Showing posts with label strength. discernemnt. Show all posts
Showing posts with label strength. discernemnt. Show all posts

Tuesday, July 5, 2011

Burning the Candle

I am currently burning the candle at both ends. I don't know how long it will continue. I have some goals to reach before I need to back off. Pray that those goals will come before I burn all up! I think the hardest thing about this apparent workaholism that has taken me over is the possible effect it may have on my family and friends. I am assuring them it is temporary, but they don't wait. Children grow up, husbands grow older, friends get busy and move on to some degree. Though this present flurry of activity is necessary to keep the wolf from the door and a roof over our heads, albeit a leaky one. I pray for great wisdom to know how long to persevere.

I think tonight I will send the Lord an email. Put it all down in writing for His eyes only. I tend to communicate better in writing, so maybe I will try that. I know he hears me , but I get so distracted when praying in my head, perhaps writing it down will keep me more focused. I certainly am inadequate to keep up this pace for long. If I do, I fear that the people I love most will have become strangers. I am sure that is not my Father's perfect will. I do pray for renewed strength, greater efficiency, greater discernment and greater compassion during these hard times.

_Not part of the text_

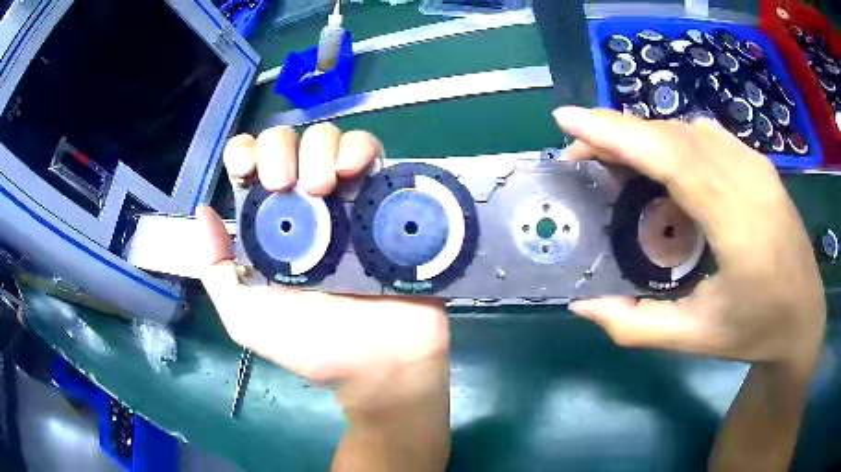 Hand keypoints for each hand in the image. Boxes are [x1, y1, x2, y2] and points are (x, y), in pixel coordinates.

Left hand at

Only so much can be accomplished by time management and goal setting. The rest is delivered by the grace of God. We are so finite, He so totally infinite. We so weak and He strength itself. We love weakly and he IS love. Oh! my, Father watch out for me. Keep me on the right path and kindly and gently following it. Protect my loved ones while I am distracted and tired. Lord you do all things well, help me to do my few the same way.